Department of Radiology, Tongji Hospital, Tongji Medical College, Huazhong University of Science and Technology, Wuhan, Hubei, CN 430030, China.
Department of Radiology, Tongji Hospital, Tongji Medical College, Huazhong University of Science and Technology, Wuhan, Hubei, CN 430030, China.
Eur J Radiol. 2018 Jan;98:25-31. doi: 10.1016/j.ejrad.2017.10.030. Epub 2017 Nov 7.
To assess the values of parameters derived from whole-lesion histograms of the apparent diffusion coefficient (ADC) at 3T for the characterization of testicular germ cell tumors (TGCTs).

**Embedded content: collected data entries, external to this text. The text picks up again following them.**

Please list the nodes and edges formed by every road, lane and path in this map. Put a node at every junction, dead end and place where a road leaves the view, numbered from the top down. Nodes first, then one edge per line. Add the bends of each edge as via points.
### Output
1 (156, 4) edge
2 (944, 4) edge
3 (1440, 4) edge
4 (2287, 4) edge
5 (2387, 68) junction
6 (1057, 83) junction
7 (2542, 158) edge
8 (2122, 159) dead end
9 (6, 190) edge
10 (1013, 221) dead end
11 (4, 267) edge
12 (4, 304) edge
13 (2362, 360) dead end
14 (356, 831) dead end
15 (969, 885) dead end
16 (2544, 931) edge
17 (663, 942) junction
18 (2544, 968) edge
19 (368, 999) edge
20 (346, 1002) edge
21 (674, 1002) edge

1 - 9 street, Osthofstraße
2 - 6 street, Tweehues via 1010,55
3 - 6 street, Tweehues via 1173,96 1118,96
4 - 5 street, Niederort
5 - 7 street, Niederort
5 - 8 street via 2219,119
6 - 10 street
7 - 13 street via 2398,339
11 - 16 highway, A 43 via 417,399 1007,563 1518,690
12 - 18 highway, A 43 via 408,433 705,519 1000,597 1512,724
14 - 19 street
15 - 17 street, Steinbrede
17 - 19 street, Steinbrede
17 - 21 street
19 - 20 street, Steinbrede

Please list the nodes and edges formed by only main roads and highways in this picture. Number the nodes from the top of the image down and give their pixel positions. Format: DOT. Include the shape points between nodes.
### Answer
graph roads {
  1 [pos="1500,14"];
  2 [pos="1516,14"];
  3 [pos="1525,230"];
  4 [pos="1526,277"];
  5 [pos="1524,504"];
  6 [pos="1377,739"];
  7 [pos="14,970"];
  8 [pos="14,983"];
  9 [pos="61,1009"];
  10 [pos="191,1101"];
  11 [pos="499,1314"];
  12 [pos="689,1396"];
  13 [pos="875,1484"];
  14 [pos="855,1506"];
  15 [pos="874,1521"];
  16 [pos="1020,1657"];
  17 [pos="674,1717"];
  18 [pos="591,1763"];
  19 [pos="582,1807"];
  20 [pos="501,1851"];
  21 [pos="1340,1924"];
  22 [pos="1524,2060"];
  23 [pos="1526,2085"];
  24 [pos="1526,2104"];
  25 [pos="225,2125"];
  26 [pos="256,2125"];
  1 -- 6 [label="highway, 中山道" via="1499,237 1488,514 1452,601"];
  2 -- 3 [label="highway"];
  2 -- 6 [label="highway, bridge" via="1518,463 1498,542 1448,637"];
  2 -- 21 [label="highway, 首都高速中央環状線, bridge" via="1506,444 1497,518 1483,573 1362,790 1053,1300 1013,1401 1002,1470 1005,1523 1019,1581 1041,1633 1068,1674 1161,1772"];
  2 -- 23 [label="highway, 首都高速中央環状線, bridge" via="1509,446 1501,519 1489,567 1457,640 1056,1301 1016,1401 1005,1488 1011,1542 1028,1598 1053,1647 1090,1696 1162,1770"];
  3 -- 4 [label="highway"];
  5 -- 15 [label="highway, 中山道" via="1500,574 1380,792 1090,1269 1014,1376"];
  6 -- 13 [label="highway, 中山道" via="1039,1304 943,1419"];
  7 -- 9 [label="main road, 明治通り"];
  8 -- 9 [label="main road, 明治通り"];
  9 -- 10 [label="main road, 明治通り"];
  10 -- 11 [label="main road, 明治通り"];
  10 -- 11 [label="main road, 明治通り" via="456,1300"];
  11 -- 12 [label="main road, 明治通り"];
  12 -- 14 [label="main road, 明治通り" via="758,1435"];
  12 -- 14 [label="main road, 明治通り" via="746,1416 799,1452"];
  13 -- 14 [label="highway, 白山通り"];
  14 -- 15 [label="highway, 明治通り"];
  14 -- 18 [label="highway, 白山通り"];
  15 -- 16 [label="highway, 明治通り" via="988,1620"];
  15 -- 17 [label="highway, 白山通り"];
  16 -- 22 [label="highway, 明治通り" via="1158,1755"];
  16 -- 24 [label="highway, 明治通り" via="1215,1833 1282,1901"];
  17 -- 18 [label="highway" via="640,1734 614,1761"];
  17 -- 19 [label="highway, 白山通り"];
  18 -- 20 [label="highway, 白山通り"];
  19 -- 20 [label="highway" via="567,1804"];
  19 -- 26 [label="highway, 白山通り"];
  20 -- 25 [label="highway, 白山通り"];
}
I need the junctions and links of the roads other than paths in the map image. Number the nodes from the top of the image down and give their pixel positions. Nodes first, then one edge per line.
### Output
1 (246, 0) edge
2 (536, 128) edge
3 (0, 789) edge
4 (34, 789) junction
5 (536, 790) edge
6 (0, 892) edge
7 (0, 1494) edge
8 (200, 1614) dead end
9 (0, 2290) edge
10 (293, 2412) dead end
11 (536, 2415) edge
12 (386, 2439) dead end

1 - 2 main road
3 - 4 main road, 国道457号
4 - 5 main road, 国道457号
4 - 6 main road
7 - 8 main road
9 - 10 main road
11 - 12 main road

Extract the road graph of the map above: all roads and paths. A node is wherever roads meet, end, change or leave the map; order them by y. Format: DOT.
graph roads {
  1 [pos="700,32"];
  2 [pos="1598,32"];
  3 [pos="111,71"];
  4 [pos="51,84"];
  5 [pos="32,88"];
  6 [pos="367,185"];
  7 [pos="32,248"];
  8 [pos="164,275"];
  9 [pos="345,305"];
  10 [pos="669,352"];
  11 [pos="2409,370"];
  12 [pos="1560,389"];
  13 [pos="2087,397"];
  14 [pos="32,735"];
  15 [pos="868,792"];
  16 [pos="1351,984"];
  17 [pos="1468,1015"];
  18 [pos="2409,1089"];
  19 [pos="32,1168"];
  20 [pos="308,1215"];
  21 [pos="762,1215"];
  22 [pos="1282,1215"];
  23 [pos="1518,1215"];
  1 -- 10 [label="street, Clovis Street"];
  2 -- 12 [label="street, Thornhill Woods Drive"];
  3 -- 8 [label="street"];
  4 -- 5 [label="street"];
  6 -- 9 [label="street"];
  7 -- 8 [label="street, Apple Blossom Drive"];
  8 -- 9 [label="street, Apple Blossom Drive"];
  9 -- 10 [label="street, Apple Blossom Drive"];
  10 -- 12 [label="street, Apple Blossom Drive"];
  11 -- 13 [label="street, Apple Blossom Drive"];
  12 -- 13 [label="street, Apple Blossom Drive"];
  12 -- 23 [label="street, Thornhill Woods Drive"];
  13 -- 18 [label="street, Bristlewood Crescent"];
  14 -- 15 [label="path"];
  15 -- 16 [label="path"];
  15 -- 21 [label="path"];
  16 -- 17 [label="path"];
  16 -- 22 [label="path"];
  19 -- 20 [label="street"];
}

A total of 24 men with TGCTs underwent 3T diffusion-weighted imaging. Fourteen tumors were pathologically confirmed as seminomas, and ten tumors were pathologically confirmed as nonseminomas. Whole-lesion histogram analysis of the ADC values was performed. A Mann-Whitney U test was employed to compare the differences in ADC histogram parameters between seminomas and nonseminomas. Receiver operating characteristic analysis was used to identify the cutoff values for each parameter for differentiating seminomas from nonseminomas; furthermore, the area under the curve (AUC) was calculated to evaluate the diagnostic accuracy.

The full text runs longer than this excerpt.